Latte, Cappuchino, mochachito, espresso, iced frappe, were some of the common preferences, add-ons and flavors like cinnamon, vanilla essence, double shot chocolate added the needed twist and character to the mug. Well, in the end how you like your coffee discreetly described your personality traits, be it strong, spicy, mild or sweet.
Whereas the shop was concerned, then, it always had a purpose, which was to provide you with an environment best suited to your needs. A coffee shop next to your office was more in demand if it had wi-fi connection and a more formal outlook for business meetings or informal presentations. On the other hand coffee shops open to entertainment were more chilled out and relaxed with sofas and games thrown in for your comfort. These places lured you with hubbly-bubbly(hukkas), movies and books on demand, brand identities like tees, mugs, caps and lotsa cool stuff.
With these shops, now, coffee had a new meaning, people visiting them were forming a cult of their own. Watching people carry their branded cups to the office was no more just a scene from an international film depicting New York lifestyle. For some it had become their daily routine, an identity of sorts which screamed I belong to the West. Whereas people deeply rooted to their soil and culture still preferred filter, or a Nescafe, from their local Irani/ tapri ( ie local cafe where the truck or bus drivers would stop) or best at home.

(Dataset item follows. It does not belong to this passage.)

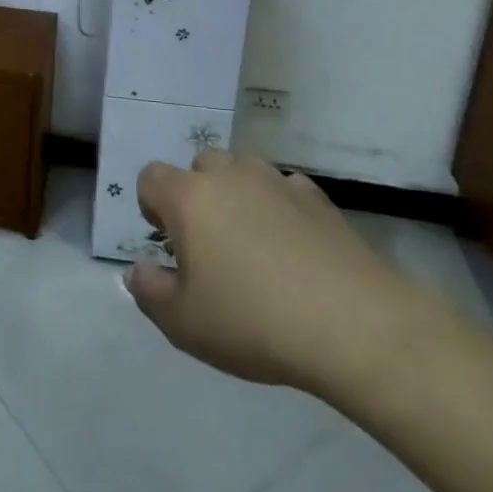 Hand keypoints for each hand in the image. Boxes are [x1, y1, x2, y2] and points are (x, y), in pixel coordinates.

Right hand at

Having traveled abroad quite a bit and now living in Australia, what I understand of coffee shops out here is that they are either a distinguished place, a cafe round the corner to grab a quick delicious meal with variety of platters on the menu, where you can experience a pot-pourri of cultures in your mug, or Jeans, Koko black, Coffee House, Starbucks, etc that have a long list of loyal customers. Coffee shops abroad is not for identity creation compared to those in India but a part of living where individual taste rules the choice made.
In the end all I would like to conclude with is that coffee, no matter where it is served and how it is presented, if it gives a deep insight into the true culture and place of belonging, then it is a cuppa well brewed.